C’est ce geste d’amour que fait Clermont-Tonnerre. Son bataillon montait en ligne. Un autre que lui ne se fût pas soucié de prendre au pied levé, dans de pareilles circonstances, le commandement d’une troupe inconnue. Pour tout chef, les trois quarts de son autorité consistent à connaître son monde et à être connu de lui. Clermont-Tonnerre juge l’instant on ne peut mieux choisi pour prendre le contact. Le lieutenant-colonel Richaud le reçoit à bras ouverts. Justement la « treizième » monte cette nuit en première ligne. Voilà, l’occasion de faire connaissance. La « treizième » relève dans le plus sale coin, dans ce fameux coin de Pommérieux, où la colline s’abaisse en forme de dos de selle, et qui est le point délicat par où les Boches espèrent tourner la position. Du reste, plus de « tranchée : » une vague suite de trous d’obus ; point d’abris, pas de sacs à terre, et pour toute société les morts des relèves précédentes restés sur le terrain. Les hommes sont exténués. Tout le monde tombe de sommeil. Chacun ne songe qu’à se jeter dans son trou et à n’en plus bouger. Cependant le capitaine parcourt la ligne dans le clair-obscur nocturne, indifférent aux mitrailleuses. Il secoue ses hommes endormis, il organise le travail, il exhorte, encourage ; il prêche d’exemple. A l’aube, la tranchée est achevée comme par enchantement, étroite, profonde de deux mètres. L’attaque se déclenche à cinq heures, se répète quatre fois de suite, à cinq heures trente, à neuf heures, à midi, avec accompagnement de lance-flammes et un bombardement féroce. Tout échoua. La « treizième » avait deux blessés. Son capitaine pouvait dès lors lui demander ce qu’il voulait : il était le bon Dieu...
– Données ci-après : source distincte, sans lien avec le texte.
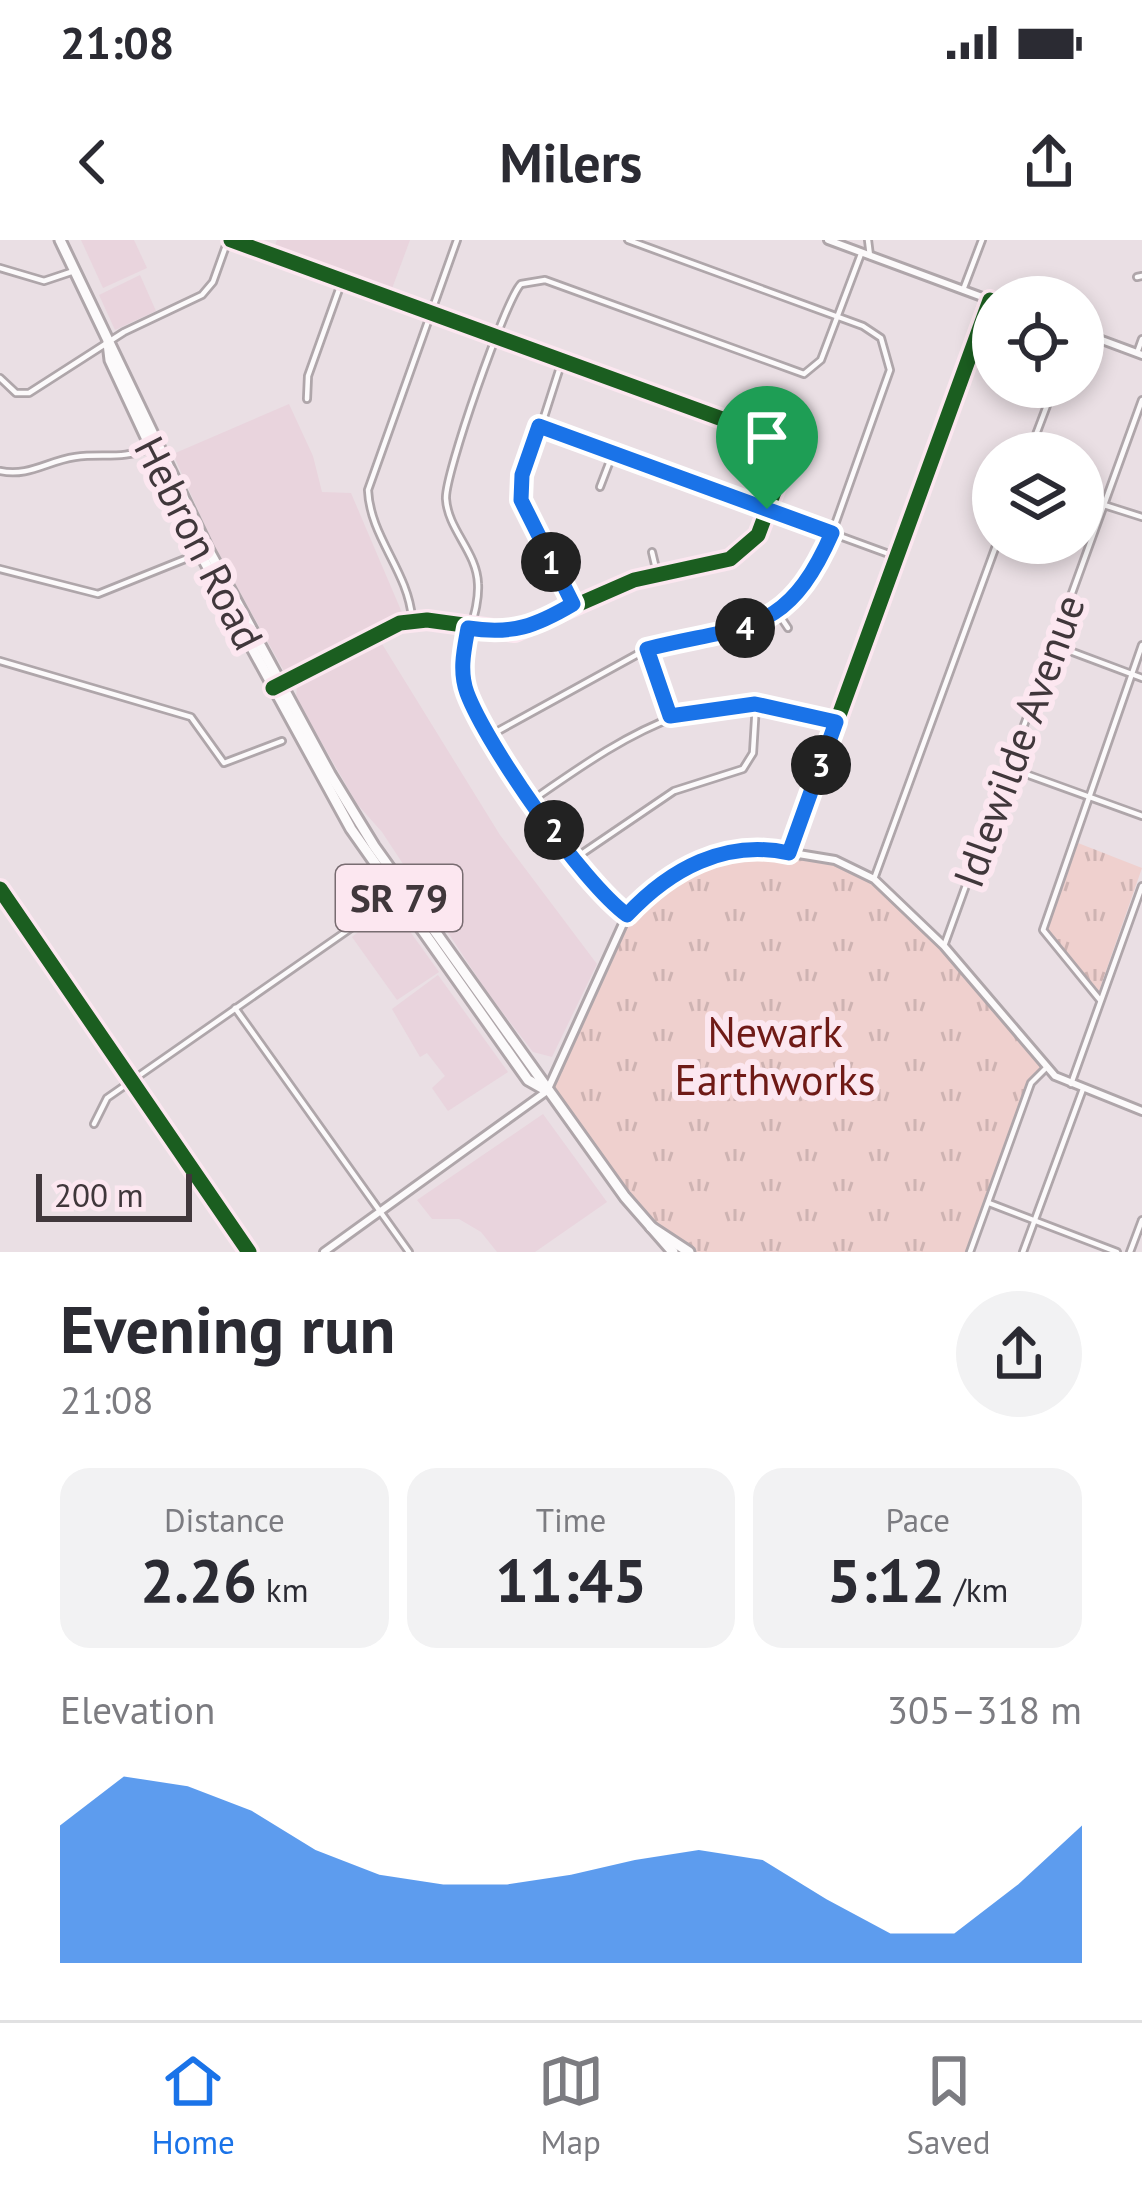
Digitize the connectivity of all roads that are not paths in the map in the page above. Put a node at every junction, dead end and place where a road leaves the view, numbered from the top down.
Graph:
1 (60, 240) edge
2 (230, 240) edge
3 (457, 240) edge
4 (628, 240) edge
5 (829, 240) edge
6 (857, 240) edge
7 (868, 240) edge
8 (982, 240) edge
9 (862, 254) junction
10 (0, 268) edge
11 (74, 271) junction
12 (342, 280) junction
13 (964, 290) junction
14 (972, 293) edge
15 (430, 313) junction
16 (838, 317) junction
17 (498, 338) junction
18 (1142, 339) edge
19 (1104, 341) edge
20 (108, 343) junction
21 (972, 352) edge
22 (1140, 354) edge
23 (562, 361) junction
24 (0, 378) edge
25 (307, 399) dead end
26 (1142, 400) edge
27 (539, 426) junction
28 (150, 448) junction
29 (613, 453) junction
30 (0, 471) edge
31 (600, 487) dead end
32 (1104, 505) joint
33 (767, 509) junction
34 (1142, 517) edge
35 (832, 533) junction
36 (652, 552) dead end
37 (200, 553) junction
38 (897, 557) junction
39 (989, 564) edge
40 (1083, 564) edge
41 (0, 568) edge
42 (657, 573) junction
43 (573, 604) junction
44 (778, 613) junction
45 (412, 620) junction
46 (468, 628) junction
47 (788, 628) dead end
48 (1054, 645) junction
49 (1142, 645) edge
50 (647, 649) junction
51 (0, 662) edge
52 (1131, 674) junction
53 (1142, 678) edge
54 (277, 686) junction
55 (755, 704) junction
56 (670, 716) junction
57 (836, 722) junction
58 (489, 736) junction
59 (282, 741) dead end
60 (1010, 768) junction
61 (1089, 796) junction
62 (533, 800) junction
63 (1142, 816) edge
64 (789, 853) junction
65 (574, 860) junction
66 (874, 879) junction
67 (1142, 886) edge
68 (400, 891) junction
69 (627, 915) junction
70 (944, 946) junction
71 (1100, 1000) junction
72 (235, 1008) junction
73 (1046, 1068) junction
74 (1071, 1084) junction
75 (1083, 1089) junction
76 (547, 1091) junction
77 (1142, 1111) edge
78 (94, 1124) dead end
79 (989, 1203) junction
80 (381, 1214) junction
81 (1036, 1220) junction
82 (1142, 1220) edge
83 (651, 1227) junction
84 (324, 1252) edge
85 (409, 1252) edge
86 (674, 1252) edge
87 (689, 1252) edge
88 (970, 1252) edge
89 (1023, 1252) edge
90 (1117, 1252) edge
91 (1130, 1252) edge

1 - 11 highway, Hebron Road / SR 79
2 - 12 street
2 - 20 street
3 - 15 street
4 - 16 street
5 - 9 main road
6 - 9 street
7 - 9 street
8 - 13 street
9 - 13 main road
9 - 16 street
10 - 11 street
11 - 20 highway, Hebron Road / SR 79
12 - 15 street
12 - 25 street
13 - 14 main road
15 - 17 street
15 - 45 street
16 - 17 street
16 - 35 street
17 - 23 street
17 - 46 street
18 - 22 street
19 - 22 main road
20 - 24 street
20 - 28 highway, Hebron Road / SR 79
20 - 54 highway, Hebron Road / SR 79
21 - 38 street
23 - 27 street
23 - 33 street
26 - 32 street, Idlewilde Avenue
27 - 29 street
27 - 43 street
28 - 30 street
28 - 37 highway, Hebron Road / SR 79
29 - 31 street
29 - 33 street
32 - 34 street
33 - 35 street
33 - 42 street
35 - 38 street
35 - 44 street
36 - 42 street
37 - 41 street
37 - 54 highway, Hebron Road / SR 79
38 - 57 street
39 - 66 street
40 - 48 street, Idlewilde Avenue
42 - 43 street
43 - 46 street
44 - 47 street
44 - 50 street
45 - 46 street
45 - 54 street
46 - 58 street
48 - 52 street
48 - 60 street, Idlewilde Avenue
49 - 52 street
50 - 56 street
50 - 58 street
51 - 59 street
52 - 53 street
52 - 61 street
54 - 68 highway, Hebron Road / SR 79
54 - 68 highway, Hebron Road / SR 79
55 - 56 street
55 - 57 street
55 - 65 street
56 - 62 street
57 - 64 street
58 - 62 street
60 - 61 street
60 - 70 street, Idlewilde Avenue
61 - 63 street
61 - 71 street
62 - 65 street
64 - 66 main road
64 - 69 main road
65 - 69 street
66 - 70 main road
67 - 71 street
68 - 72 street
68 - 76 highway, Hebron Road / SR 79
68 - 76 highway, Hebron Road / SR 79
69 - 76 main road
70 - 73 main road
71 - 74 street
72 - 78 street
72 - 80 street
73 - 74 main road
73 - 79 street
74 - 75 main road
75 - 77 main road
75 - 81 street
76 - 80 main road
76 - 83 highway, Hebron Road / SR 79
79 - 81 street
79 - 88 street
80 - 84 main road
80 - 85 street
81 - 89 street
81 - 90 street
82 - 91 street
83 - 86 highway, Hebron Road / SR 79
83 - 87 highway, Hebron Road / SR 79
Je n’ai pas l’intention de faire par le menu le récit de tous ces combats. L’histoire du 4e zouaves, à dater de Verdun, c’est un peu l’histoire de la guerre. Mangin ne fait plus rien sans lui. Il s’en sert à Fleury en août, en octobre à Douaumont, en décembre à Louvemont, puis le 16 avril encore à la deuxième bataille de l’Aisne ; il le retrouvera sous sa main à Longpont à l’aube du 18 juillet, aux lisières de cette forêt de Villers-Cotterets d’où jaillit le premier bond triomphal de nos armées.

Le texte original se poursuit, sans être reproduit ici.